Should this satisfy us? It is quite true in a certain fashion, for example that circumcision presents itself as constituting a certain flock, the flock of the elect, of the sons of God.

 

Is all we are doing here rediscovering this?

 

Surely not. What analytic experience, and what Freud from the beginning contributes, is that there is a close, intimate relationship between desire and the mark. The fact is that the mark is not there simply as a sign of recognition for the shepherd, whose position we would find it difficult to know in this instance, but that when we are dealing with man, this means that the marked living being here has a desire which is not without a certain intimate relationship with this mark.

 

It is not a question of advancing too quickly, nor of saying what this mark is which modifies desire. There is perhaps from the beginning in this desire a gap which permits this mark to take on its special incidence, but what is certain is that there is the closest relationship between that which characterises this desire in the case of man, and the incidence, the role and the function of the mark.
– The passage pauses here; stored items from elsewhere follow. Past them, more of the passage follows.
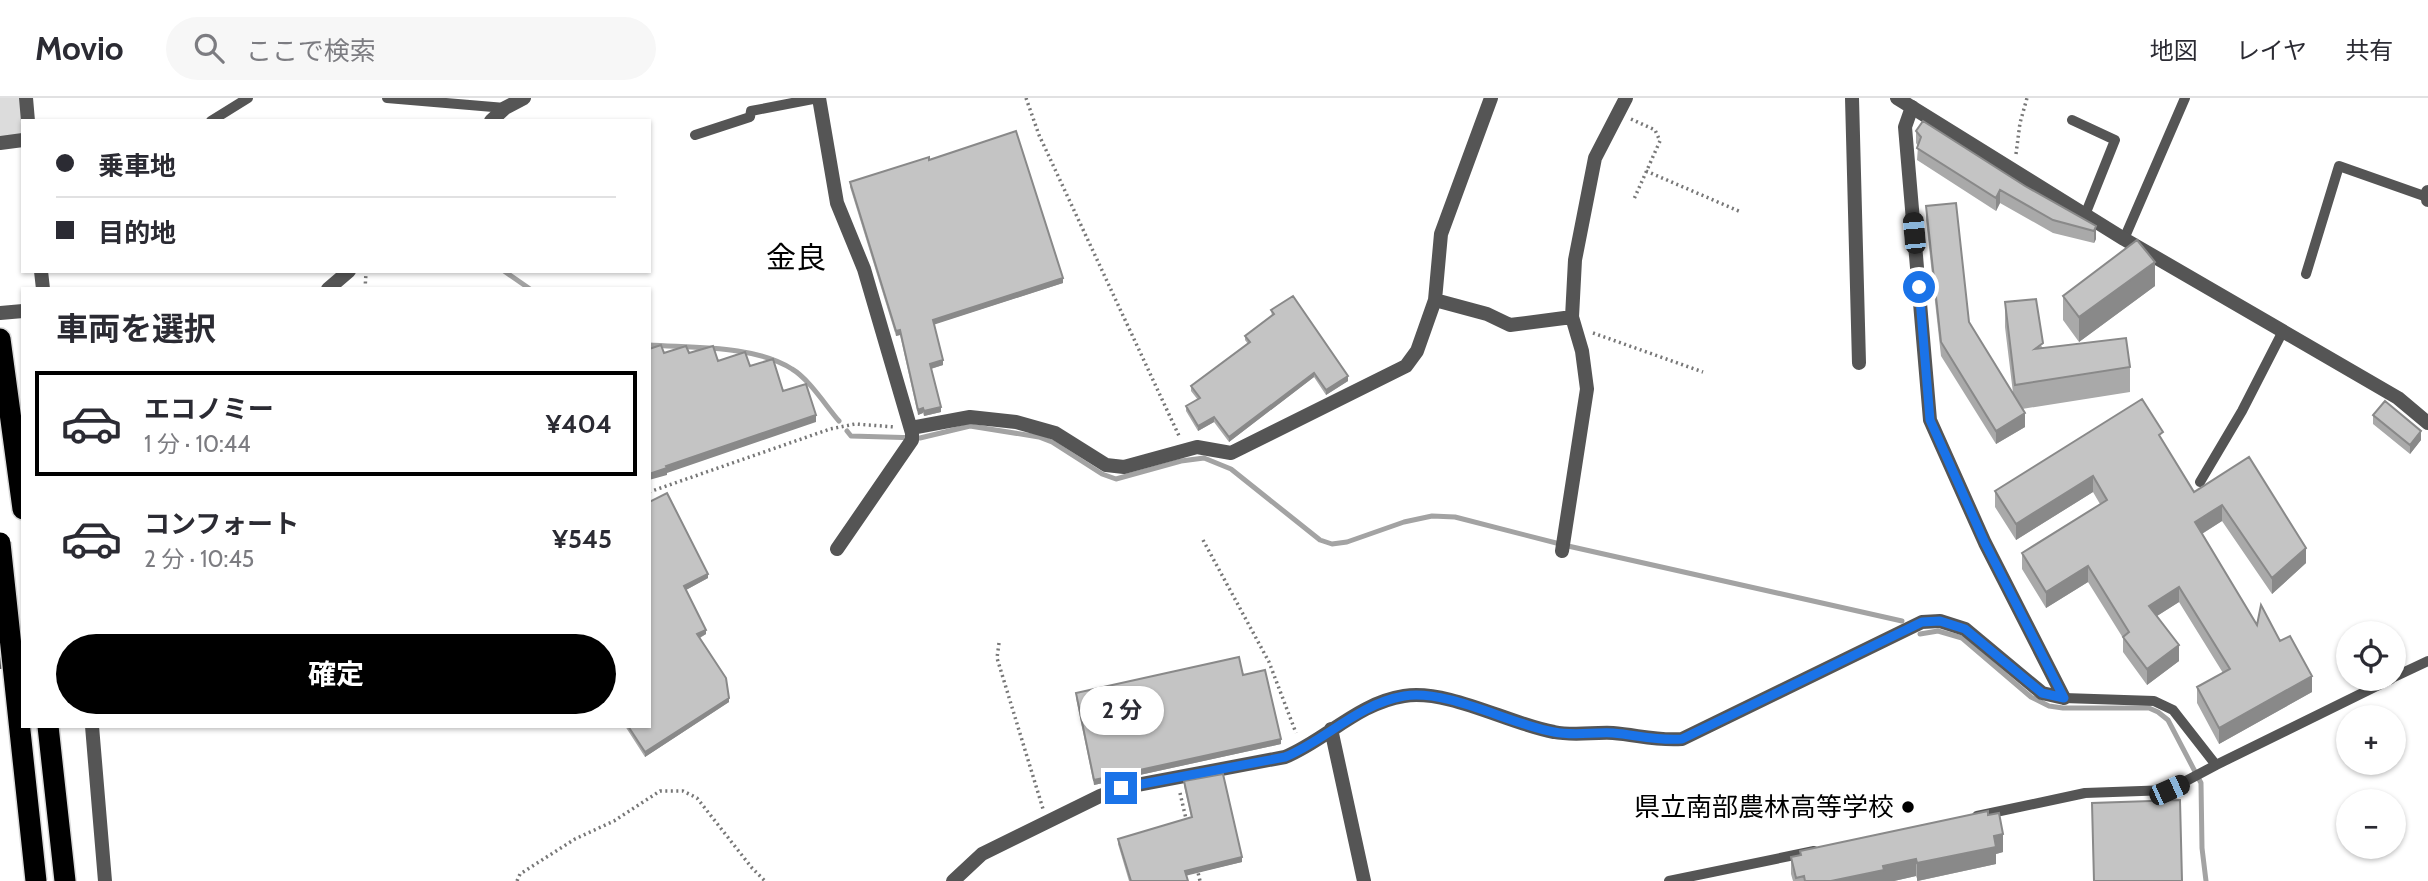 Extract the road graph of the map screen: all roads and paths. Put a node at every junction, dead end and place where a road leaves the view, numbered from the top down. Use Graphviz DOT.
graph roads {
  1 [pos="26,98"];
  2 [pos="248,98"];
  3 [pos="387,98"];
  4 [pos="524,98"];
  5 [pos="818,98"];
  6 [pos="1026,98"];
  7 [pos="1491,98"];
  8 [pos="1626,98"];
  9 [pos="1852,98"];
  10 [pos="1896,98"];
  11 [pos="2028,98"];
  12 [pos="2185,98"];
  13 [pos="504,103"];
  14 [pos="1912,107"];
  15 [pos="1617,112"];
  16 [pos="28,119"];
  17 [pos="214,119"];
  18 [pos="492,119"];
  19 [pos="2072,120"];
  20 [pos="695,135"];
  21 [pos="21,140"];
  22 [pos="0,143"];
  23 [pos="2012,170"];
  24 [pos="1646,171"];
  25 [pos="2428,196"];
  26 [pos="1634,199"];
  27 [pos="1741,212"];
  28 [pos="2085,215"];
  29 [pos="2124,239"];
  30 [pos="347,273"];
  31 [pos="2306,274"];
  32 [pos="330,287"];
  33 [pos="1435,300"];
  34 [pos="21,311"];
  35 [pos="0,313"];
  36 [pos="1573,321"];
  37 [pos="2283,331"];
  38 [pos="0,339"];
  39 [pos="1859,363"];
  40 [pos="1703,372"];
  41 [pos="2428,423"];
  42 [pos="912,434"];
  43 [pos="1185,449"];
  44 [pos="2200,482"];
  45 [pos="651,491"];
  46 [pos="21,494"];
  47 [pos="1203,540"];
  48 [pos="0,542"];
  49 [pos="837,549"];
  50 [pos="1562,551"];
  51 [pos="999,643"];
  52 [pos="21,646"];
  53 [pos="2428,661"];
  54 [pos="0,662"];
  55 [pos="2406,671"];
  56 [pos="2366,691"];
  57 [pos="2064,698"];
  58 [pos="48,728"];
  59 [pos="92,728"];
  60 [pos="1331,729"];
  61 [pos="1302,750"];
  62 [pos="2216,765"];
  63 [pos="1177,777"];
  64 [pos="1964,819"];
  65 [pos="1047,822"];
  66 [pos="1189,829"];
  67 [pos="1830,847"];
  68 [pos="1197,868"];
  69 [pos="36,881"];
  70 [pos="65,881"];
  71 [pos="105,881"];
  72 [pos="517,881"];
  73 [pos="765,881"];
  74 [pos="953,881"];
  75 [pos="1200,881"];
  76 [pos="1364,881"];
  77 [pos="1669,881"];
  1 -- 16 [label="street"];
  2 -- 17 [label="lane"];
  3 -- 13 [label="lane"];
  4 -- 13 [label="street"];
  5 -- 20 [label="lane"];
  5 -- 42 [label="street"];
  6 -- 43 [label="path"];
  7 -- 33 [label="street"];
  8 -- 15 [label="street"];
  9 -- 39 [label="street"];
  10 -- 14 [label="street"];
  11 -- 23 [label="path"];
  12 -- 29 [label="lane"];
  13 -- 18 [label="street"];
  14 -- 23 [label="street"];
  14 -- 57 [label="street"];
  15 -- 24 [label="path"];
  15 -- 36 [label="street"];
  19 -- 28 [label="lane"];
  21 -- 22 [label="street"];
  23 -- 28 [label="street"];
  24 -- 26 [label="path"];
  24 -- 27 [label="path"];
  25 -- 31 [label="lane"];
  28 -- 29 [label="street"];
  29 -- 37 [label="street"];
  30 -- 32 [label="street"];
  33 -- 36 [label="street"];
  33 -- 43 [label="street"];
  34 -- 35 [label="street"];
  36 -- 40 [label="path"];
  36 -- 50 [label="street"];
  37 -- 41 [label="street"];
  37 -- 44 [label="lane"];
  38 -- 46 [label="highway"];
  42 -- 43 [label="street"];
  42 -- 45 [label="path"];
  42 -- 49 [label="street"];
  47 -- 61 [label="path"];
  48 -- 69 [label="highway, bridge"];
  51 -- 65 [label="path"];
  52 -- 54 [label="street"];
  53 -- 55 [label="lane"];
  56 -- 62 [label="lane"];
  57 -- 60 [label="street"];
  57 -- 62 [label="lane"];
  58 -- 70 [label="highway"];
  59 -- 71 [label="street"];
  60 -- 61 [label="street"];
  60 -- 76 [label="street"];
  61 -- 63 [label="street"];
  62 -- 64 [label="lane"];
  63 -- 65 [label="street"];
  63 -- 66 [label="path"];
  65 -- 74 [label="street"];
  67 -- 77 [label="lane"];
  68 -- 75 [label="path"];
  72 -- 73 [label="path"];
} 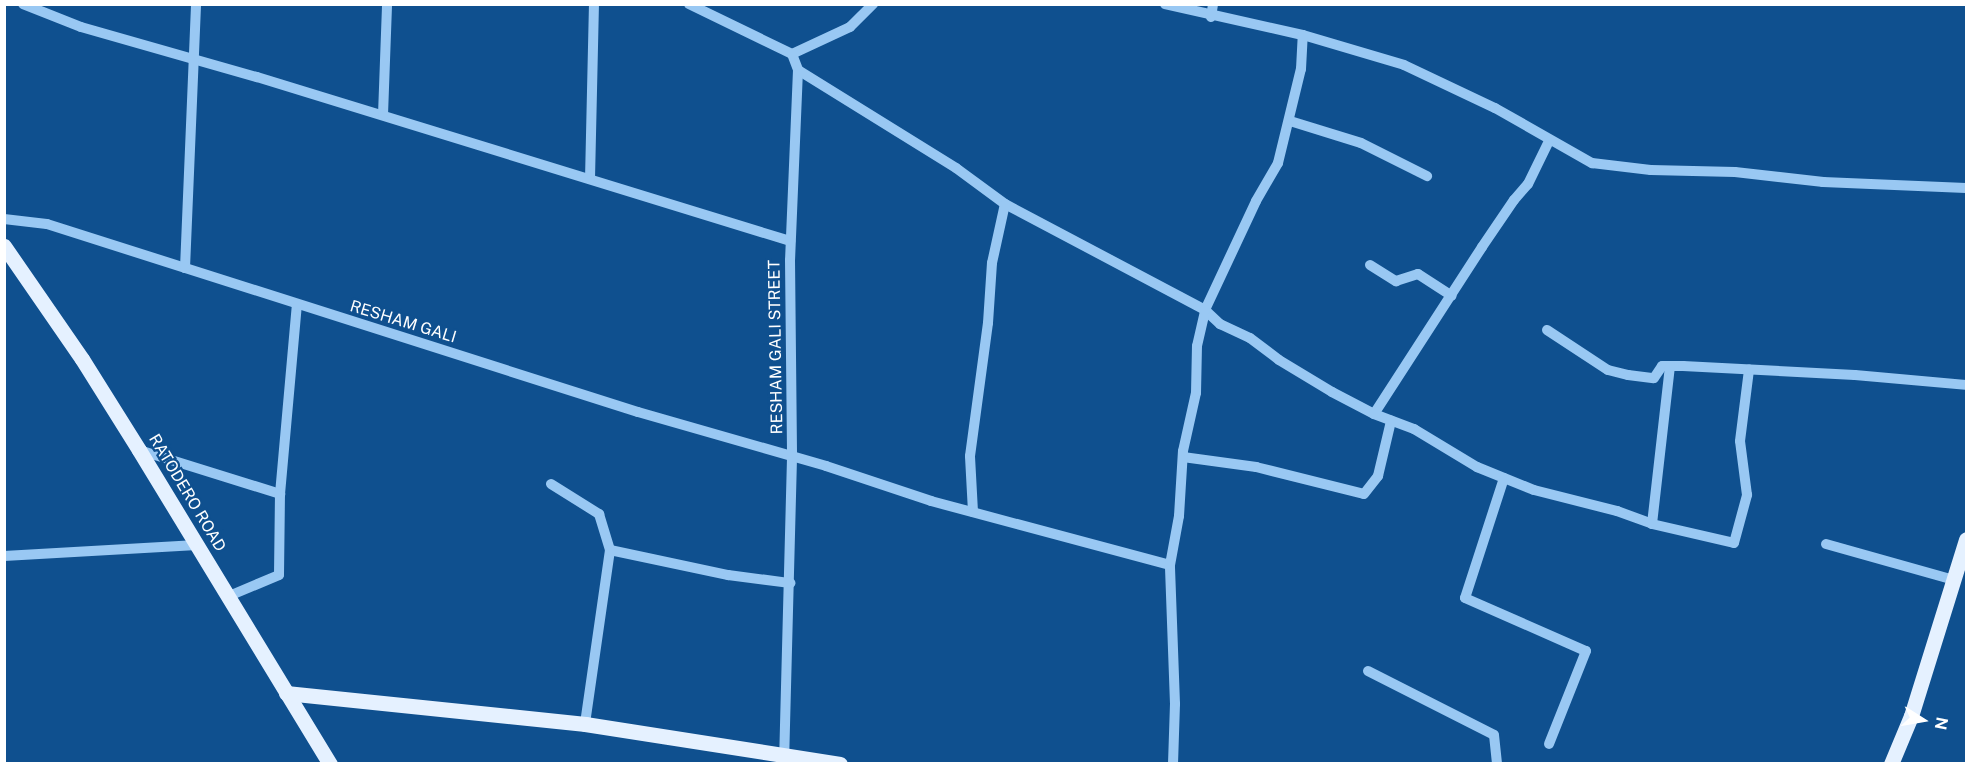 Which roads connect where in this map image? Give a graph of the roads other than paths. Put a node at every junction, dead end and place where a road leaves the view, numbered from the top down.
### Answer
1 (23, 4) edge
2 (196, 4) edge
3 (387, 4) edge
4 (594, 4) edge
5 (689, 4) edge
6 (873, 4) edge
7 (1165, 4) edge
8 (1213, 4) edge
9 (1211, 17) junction
10 (1303, 35) junction
11 (792, 54) junction
12 (195, 59) junction
13 (798, 70) junction
14 (383, 116) junction
15 (1290, 121) junction
16 (1549, 141) junction
17 (1427, 176) dead end
18 (590, 179) junction
19 (1966, 188) edge
20 (1005, 204) junction
21 (4, 219) edge
22 (790, 241) junction
23 (4, 246) edge
24 (1370, 265) dead end
25 (185, 268) junction
26 (1452, 296) junction
27 (297, 305) junction
28 (1205, 310) junction
29 (1547, 330) dead end
30 (1670, 366) junction
31 (1749, 370) junction
32 (1966, 385) edge
33 (1374, 414) junction
34 (1391, 421) junction
35 (139, 450) junction
36 (1183, 457) junction
37 (792, 458) junction
38 (1504, 478) junction
39 (551, 484) dead end
40 (280, 494) junction
41 (973, 512) junction
42 (1652, 524) junction
43 (1966, 539) edge
44 (1826, 544) dead end
45 (197, 545) junction
46 (610, 550) junction
47 (4, 556) edge
48 (1170, 565) junction
49 (1954, 580) junction
50 (790, 583) junction
51 (229, 596) junction
52 (1368, 670) dead end
53 (285, 693) junction
54 (585, 724) junction
55 (1549, 744) dead end
56 (784, 755) junction
57 (330, 764) edge
58 (840, 764) edge
59 (1173, 764) edge
60 (1497, 764) edge
61 (1891, 764) edge

1 - 12 street
2 - 12 street
3 - 14 street
4 - 18 street
5 - 11 street
6 - 11 street
7 - 9 street
8 - 9 street
9 - 10 street
10 - 15 street
10 - 16 street
11 - 13 street, RESHAM GALI STREET
12 - 14 street
12 - 25 street
13 - 20 street
13 - 22 street, RESHAM GALI STREET
14 - 18 street
15 - 17 street
15 - 28 street
16 - 19 street
16 - 26 street
18 - 22 street
20 - 28 street
20 - 41 street
21 - 25 street, RESHAM GALI
22 - 37 street, RESHAM GALI STREET
23 - 35 main road, RATODERO ROAD
24 - 26 street
25 - 27 street, RESHAM GALI
26 - 33 street
27 - 37 street, RESHAM GALI
27 - 40 street
28 - 33 street
28 - 36 street
29 - 30 street
30 - 31 street
30 - 42 street
31 - 32 street
31 - 42 street
33 - 34 street
34 - 36 street
34 - 38 street
35 - 40 street
35 - 45 main road, RATODERO ROAD
36 - 48 street
37 - 41 street, RESHAM GALI
37 - 50 street, RESHAM GALI STREET
38 - 42 street
38 - 55 street
39 - 46 street
40 - 51 street
41 - 48 street, RESHAM GALI
43 - 49 main road
44 - 49 street
45 - 47 street
45 - 51 main road, RATODERO ROAD
46 - 50 street
46 - 54 street
48 - 59 street
49 - 61 main road
50 - 56 street, RESHAM GALI STREET
51 - 53 main road, RATODERO ROAD
52 - 60 street
53 - 54 main road
53 - 57 main road, RATODERO ROAD
54 - 56 main road
56 - 58 main road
We rediscover this confrontation of the signifier and of desire which is that on which we should here bring all our questioning to bear.” (Seminar V, 26.03.1958.)

 

If it is something about the mark as such which denotes desire, what is this something? Lacan’s remarks are very careful here – he is simply suggesting to his audience rather than proposing a theory – but in the context of his later work we can see his comment on “a gap which permits this mark to take on its special incidence” as heralding the future elaborations we have noted in the other three articles in this series. The mark, like the einziger Zug of Freud, or the unary trait that Lacan is later to elaborate a theory of from Seminar IX, has the character of singularity that allows the subject’s desire to be assumed more as his or her own and less as the desire of the Other proper. Whilst many Lacanians might retort immediately with the famous Lacanian aphorism that ‘man’s desire is the desire of the Other’, is this enough to end the question? In his Seminar VII on ethics, which bridges the comments above from Seminar V and the introduction of the unary trait in Seminar IX, Lacan clearly leaves room for agency in subjectivity. The subject cannot merely be thought of as an epiphenomenon of the signifying chain or the sum of alienating imaginary identifications. Maybe we cannot say more than this, and it is clear that Lacan is reluctant to grant the subject the ability to determine itself by attributing to it a psychology. But if there is no agency to subjectivity what possibly could an ethics of psychoanalysis – which Lacan strove so hard to articulate – look like? And why would he conclude that this ethics amounted to the duty to be speak well of one’s symptom  (“du devoir de bien dire”, Television, p.22), if the subject lacked the agency with which to do it? Finally, and perhaps most crucially, how would an analysis have any effect if there was no agency to subjectivity?